## What is required
Restate every entry word for word.

***** Working data

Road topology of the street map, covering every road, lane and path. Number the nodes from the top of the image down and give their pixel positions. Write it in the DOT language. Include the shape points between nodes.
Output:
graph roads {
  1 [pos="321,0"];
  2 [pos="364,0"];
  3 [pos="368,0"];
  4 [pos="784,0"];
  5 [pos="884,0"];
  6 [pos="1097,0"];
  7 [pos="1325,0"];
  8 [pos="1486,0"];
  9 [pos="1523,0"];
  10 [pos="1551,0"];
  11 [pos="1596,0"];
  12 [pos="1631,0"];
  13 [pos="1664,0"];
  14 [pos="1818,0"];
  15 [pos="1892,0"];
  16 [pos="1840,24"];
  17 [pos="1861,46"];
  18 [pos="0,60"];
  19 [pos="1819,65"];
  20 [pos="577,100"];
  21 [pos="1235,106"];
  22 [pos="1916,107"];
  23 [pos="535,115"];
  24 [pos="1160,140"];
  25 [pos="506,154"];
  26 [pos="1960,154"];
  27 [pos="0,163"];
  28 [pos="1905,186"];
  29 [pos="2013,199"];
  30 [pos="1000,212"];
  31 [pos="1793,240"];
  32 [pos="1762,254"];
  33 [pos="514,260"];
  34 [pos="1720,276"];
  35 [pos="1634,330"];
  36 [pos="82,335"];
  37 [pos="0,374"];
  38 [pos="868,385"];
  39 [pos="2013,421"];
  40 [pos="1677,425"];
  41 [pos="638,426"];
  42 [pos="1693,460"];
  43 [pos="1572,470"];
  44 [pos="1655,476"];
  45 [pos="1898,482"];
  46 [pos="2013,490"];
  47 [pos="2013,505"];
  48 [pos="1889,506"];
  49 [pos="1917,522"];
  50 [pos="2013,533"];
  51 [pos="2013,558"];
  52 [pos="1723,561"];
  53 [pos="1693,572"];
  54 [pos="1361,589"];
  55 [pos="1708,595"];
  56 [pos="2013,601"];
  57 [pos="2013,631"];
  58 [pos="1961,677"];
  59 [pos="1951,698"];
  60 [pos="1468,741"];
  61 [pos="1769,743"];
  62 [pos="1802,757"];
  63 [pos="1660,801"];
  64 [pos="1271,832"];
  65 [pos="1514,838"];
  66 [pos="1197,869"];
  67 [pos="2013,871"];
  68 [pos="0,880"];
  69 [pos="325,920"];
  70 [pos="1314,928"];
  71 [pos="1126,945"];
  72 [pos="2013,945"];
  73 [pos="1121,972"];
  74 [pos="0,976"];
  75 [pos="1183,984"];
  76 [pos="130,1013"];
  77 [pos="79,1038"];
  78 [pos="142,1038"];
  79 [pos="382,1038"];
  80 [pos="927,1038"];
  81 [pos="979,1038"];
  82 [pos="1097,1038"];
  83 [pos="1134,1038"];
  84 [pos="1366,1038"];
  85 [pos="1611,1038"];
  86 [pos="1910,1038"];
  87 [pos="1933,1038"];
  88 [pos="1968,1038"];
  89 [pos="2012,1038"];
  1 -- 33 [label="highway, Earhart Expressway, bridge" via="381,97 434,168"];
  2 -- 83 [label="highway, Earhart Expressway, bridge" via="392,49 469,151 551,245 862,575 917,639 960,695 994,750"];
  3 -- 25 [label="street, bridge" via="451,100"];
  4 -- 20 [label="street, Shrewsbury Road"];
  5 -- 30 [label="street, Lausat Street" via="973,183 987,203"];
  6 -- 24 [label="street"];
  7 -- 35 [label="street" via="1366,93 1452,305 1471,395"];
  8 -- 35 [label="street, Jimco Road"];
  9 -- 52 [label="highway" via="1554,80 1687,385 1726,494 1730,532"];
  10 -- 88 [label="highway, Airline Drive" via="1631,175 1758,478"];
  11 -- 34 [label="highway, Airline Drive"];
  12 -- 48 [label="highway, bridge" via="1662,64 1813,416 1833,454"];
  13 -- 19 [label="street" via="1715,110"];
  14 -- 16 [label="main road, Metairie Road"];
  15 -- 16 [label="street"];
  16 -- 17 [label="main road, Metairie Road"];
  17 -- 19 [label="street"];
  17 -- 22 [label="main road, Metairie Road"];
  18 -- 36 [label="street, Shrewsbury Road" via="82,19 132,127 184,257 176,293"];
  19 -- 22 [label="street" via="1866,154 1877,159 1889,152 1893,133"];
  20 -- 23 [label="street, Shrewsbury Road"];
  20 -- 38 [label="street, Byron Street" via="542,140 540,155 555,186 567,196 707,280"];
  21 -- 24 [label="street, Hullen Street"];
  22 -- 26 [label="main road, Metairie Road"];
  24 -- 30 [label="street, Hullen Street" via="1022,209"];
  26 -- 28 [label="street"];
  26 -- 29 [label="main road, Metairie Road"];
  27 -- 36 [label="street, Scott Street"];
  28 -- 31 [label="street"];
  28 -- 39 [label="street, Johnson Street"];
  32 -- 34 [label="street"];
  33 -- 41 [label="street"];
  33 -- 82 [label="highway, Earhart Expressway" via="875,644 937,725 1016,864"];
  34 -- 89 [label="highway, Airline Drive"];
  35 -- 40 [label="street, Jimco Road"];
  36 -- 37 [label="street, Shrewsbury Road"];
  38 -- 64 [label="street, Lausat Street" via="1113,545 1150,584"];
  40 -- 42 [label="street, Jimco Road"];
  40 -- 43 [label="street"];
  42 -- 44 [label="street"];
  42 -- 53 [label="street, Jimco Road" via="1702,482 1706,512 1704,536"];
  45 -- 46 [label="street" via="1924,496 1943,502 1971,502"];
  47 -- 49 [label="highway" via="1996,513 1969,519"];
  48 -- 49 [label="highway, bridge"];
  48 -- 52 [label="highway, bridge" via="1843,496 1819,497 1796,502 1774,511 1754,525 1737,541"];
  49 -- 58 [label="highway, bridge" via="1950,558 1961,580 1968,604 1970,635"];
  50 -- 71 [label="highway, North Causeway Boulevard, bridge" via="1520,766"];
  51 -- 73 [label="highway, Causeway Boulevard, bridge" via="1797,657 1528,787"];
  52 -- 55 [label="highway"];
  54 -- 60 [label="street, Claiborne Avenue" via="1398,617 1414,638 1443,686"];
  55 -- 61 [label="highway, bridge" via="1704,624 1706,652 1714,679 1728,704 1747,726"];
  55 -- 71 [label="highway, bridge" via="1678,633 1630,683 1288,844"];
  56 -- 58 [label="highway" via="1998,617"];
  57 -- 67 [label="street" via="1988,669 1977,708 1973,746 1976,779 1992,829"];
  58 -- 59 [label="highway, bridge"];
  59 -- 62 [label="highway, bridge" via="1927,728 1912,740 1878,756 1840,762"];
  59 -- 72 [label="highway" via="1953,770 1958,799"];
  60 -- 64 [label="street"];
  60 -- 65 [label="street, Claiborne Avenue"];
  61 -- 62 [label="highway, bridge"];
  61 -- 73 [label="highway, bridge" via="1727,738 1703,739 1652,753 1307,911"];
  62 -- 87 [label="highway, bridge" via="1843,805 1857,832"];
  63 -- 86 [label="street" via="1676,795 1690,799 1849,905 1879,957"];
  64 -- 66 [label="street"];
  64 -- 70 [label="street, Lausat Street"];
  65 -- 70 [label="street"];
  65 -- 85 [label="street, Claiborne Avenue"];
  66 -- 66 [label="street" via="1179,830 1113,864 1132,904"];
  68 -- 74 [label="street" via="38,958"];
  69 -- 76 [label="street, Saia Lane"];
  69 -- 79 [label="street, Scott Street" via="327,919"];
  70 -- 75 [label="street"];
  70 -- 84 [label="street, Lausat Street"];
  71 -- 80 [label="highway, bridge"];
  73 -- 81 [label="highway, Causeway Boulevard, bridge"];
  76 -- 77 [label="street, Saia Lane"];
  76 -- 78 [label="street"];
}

**********

## Exercise response
Road topology of the street map, covering every road, lane and path. Number the nodes from the top of the image down and give their pixel positions. Write it in the DOT language. Include the shape points between nodes.
Output:
graph roads {
  1 [pos="321,0"];
  2 [pos="364,0"];
  3 [pos="368,0"];
  4 [pos="784,0"];
  5 [pos="884,0"];
  6 [pos="1097,0"];
  7 [pos="1325,0"];
  8 [pos="1486,0"];
  9 [pos="1523,0"];
  10 [pos="1551,0"];
  11 [pos="1596,0"];
  12 [pos="1631,0"];
  13 [pos="1664,0"];
  14 [pos="1818,0"];
  15 [pos="1892,0"];
  16 [pos="1840,24"];
  17 [pos="1861,46"];
  18 [pos="0,60"];
  19 [pos="1819,65"];
  20 [pos="577,100"];
  21 [pos="1235,106"];
  22 [pos="1916,107"];
  23 [pos="535,115"];
  24 [pos="1160,140"];
  25 [pos="506,154"];
  26 [pos="1960,154"];
  27 [pos="0,163"];
  28 [pos="1905,186"];
  29 [pos="2013,199"];
  30 [pos="1000,212"];
  31 [pos="1793,240"];
  32 [pos="1762,254"];
  33 [pos="514,260"];
  34 [pos="1720,276"];
  35 [pos="1634,330"];
  36 [pos="82,335"];
  37 [pos="0,374"];
  38 [pos="868,385"];
  39 [pos="2013,421"];
  40 [pos="1677,425"];
  41 [pos="638,426"];
  42 [pos="1693,460"];
  43 [pos="1572,470"];
  44 [pos="1655,476"];
  45 [pos="1898,482"];
  46 [pos="2013,490"];
  47 [pos="2013,505"];
  48 [pos="1889,506"];
  49 [pos="1917,522"];
  50 [pos="2013,533"];
  51 [pos="2013,558"];
  52 [pos="1723,561"];
  53 [pos="1693,572"];
  54 [pos="1361,589"];
  55 [pos="1708,595"];
  56 [pos="2013,601"];
  57 [pos="2013,631"];
  58 [pos="1961,677"];
  59 [pos="1951,698"];
  60 [pos="1468,741"];
  61 [pos="1769,743"];
  62 [pos="1802,757"];
  63 [pos="1660,801"];
  64 [pos="1271,832"];
  65 [pos="1514,838"];
  66 [pos="1197,869"];
  67 [pos="2013,871"];
  68 [pos="0,880"];
  69 [pos="325,920"];
  70 [pos="1314,928"];
  71 [pos="1126,945"];
  72 [pos="2013,945"];
  73 [pos="1121,972"];
  74 [pos="0,976"];
  75 [pos="1183,984"];
  76 [pos="130,1013"];
  77 [pos="79,1038"];
  78 [pos="142,1038"];
  79 [pos="382,1038"];
  80 [pos="927,1038"];
  81 [pos="979,1038"];
  82 [pos="1097,1038"];
  83 [pos="1134,1038"];
  84 [pos="1366,1038"];
  85 [pos="1611,1038"];
  86 [pos="1910,1038"];
  87 [pos="1933,1038"];
  88 [pos="1968,1038"];
  89 [pos="2012,1038"];
  1 -- 33 [label="highway, Earhart Expressway, bridge" via="381,97 434,168"];
  2 -- 83 [label="highway, Earhart Expressway, bridge" via="392,49 469,151 551,245 862,575 917,639 960,695 994,750"];
  3 -- 25 [label="street, bridge" via="451,100"];
  4 -- 20 [label="street, Shrewsbury Road"];
  5 -- 30 [label="street, Lausat Street" via="973,183 987,203"];
  6 -- 24 [label="street"];
  7 -- 35 [label="street" via="1366,93 1452,305 1471,395"];
  8 -- 35 [label="street, Jimco Road"];
  9 -- 52 [label="highway" via="1554,80 1687,385 1726,494 1730,532"];
  10 -- 88 [label="highway, Airline Drive" via="1631,175 1758,478"];
  11 -- 34 [label="highway, Airline Drive"];
  12 -- 48 [label="highway, bridge" via="1662,64 1813,416 1833,454"];
  13 -- 19 [label="street" via="1715,110"];
  14 -- 16 [label="main road, Metairie Road"];
  15 -- 16 [label="street"];
  16 -- 17 [label="main road, Metairie Road"];
  17 -- 19 [label="street"];
  17 -- 22 [label="main road, Metairie Road"];
  18 -- 36 [label="street, Shrewsbury Road" via="82,19 132,127 184,257 176,293"];
  19 -- 22 [label="street" via="1866,154 1877,159 1889,152 1893,133"];
  20 -- 23 [label="street, Shrewsbury Road"];
  20 -- 38 [label="street, Byron Street" via="542,140 540,155 555,186 567,196 707,280"];
  21 -- 24 [label="street, Hullen Street"];
  22 -- 26 [label="main road, Metairie Road"];
  24 -- 30 [label="street, Hullen Street" via="1022,209"];
  26 -- 28 [label="street"];
  26 -- 29 [label="main road, Metairie Road"];
  27 -- 36 [label="street, Scott Street"];
  28 -- 31 [label="street"];
  28 -- 39 [label="street, Johnson Street"];
  32 -- 34 [label="street"];
  33 -- 41 [label="street"];
  33 -- 82 [label="highway, Earhart Expressway" via="875,644 937,725 1016,864"];
  34 -- 89 [label="highway, Airline Drive"];
  35 -- 40 [label="street, Jimco Road"];
  36 -- 37 [label="street, Shrewsbury Road"];
  38 -- 64 [label="street, Lausat Street" via="1113,545 1150,584"];
  40 -- 42 [label="street, Jimco Road"];
  40 -- 43 [label="street"];
  42 -- 44 [label="street"];
  42 -- 53 [label="street, Jimco Road" via="1702,482 1706,512 1704,536"];
  45 -- 46 [label="street" via="1924,496 1943,502 1971,502"];
  47 -- 49 [label="highway" via="1996,513 1969,519"];
  48 -- 49 [label="highway, bridge"];
  48 -- 52 [label="highway, bridge" via="1843,496 1819,497 1796,502 1774,511 1754,525 1737,541"];
  49 -- 58 [label="highway, bridge" via="1950,558 1961,580 1968,604 1970,635"];
  50 -- 71 [label="highway, North Causeway Boulevard, bridge" via="1520,766"];
  51 -- 73 [label="highway, Causeway Boulevard, bridge" via="1797,657 1528,787"];
  52 -- 55 [label="highway"];
  54 -- 60 [label="street, Claiborne Avenue" via="1398,617 1414,638 1443,686"];
  55 -- 61 [label="highway, bridge" via="1704,624 1706,652 1714,679 1728,704 1747,726"];
  55 -- 71 [label="highway, bridge" via="1678,633 1630,683 1288,844"];
  56 -- 58 [label="highway" via="1998,617"];
  57 -- 67 [label="street" via="1988,669 1977,708 1973,746 1976,779 1992,829"];
  58 -- 59 [label="highway, bridge"];
  59 -- 62 [label="highway, bridge" via="1927,728 1912,740 1878,756 1840,762"];
  59 -- 72 [label="highway" via="1953,770 1958,799"];
  60 -- 64 [label="street"];
  60 -- 65 [label="street, Claiborne Avenue"];
  61 -- 62 [label="highway, bridge"];
  61 -- 73 [label="highway, bridge" via="1727,738 1703,739 1652,753 1307,911"];
  62 -- 87 [label="highway, bridge" via="1843,805 1857,832"];
  63 -- 86 [label="street" via="1676,795 1690,799 1849,905 1879,957"];
  64 -- 66 [label="street"];
  64 -- 70 [label="street, Lausat Street"];
  65 -- 70 [label="street"];
  65 -- 85 [label="street, Claiborne Avenue"];
  66 -- 66 [label="street" via="1179,830 1113,864 1132,904"];
  68 -- 74 [label="street" via="38,958"];
  69 -- 76 [label="street, Saia Lane"];
  69 -- 79 [label="street, Scott Street" via="327,919"];
  70 -- 75 [label="street"];
  70 -- 84 [label="street, Lausat Street"];
  71 -- 80 [label="highway, bridge"];
  73 -- 81 [label="highway, Causeway Boulevard, bridge"];
  76 -- 77 [label="street, Saia Lane"];
  76 -- 78 [label="street"];
}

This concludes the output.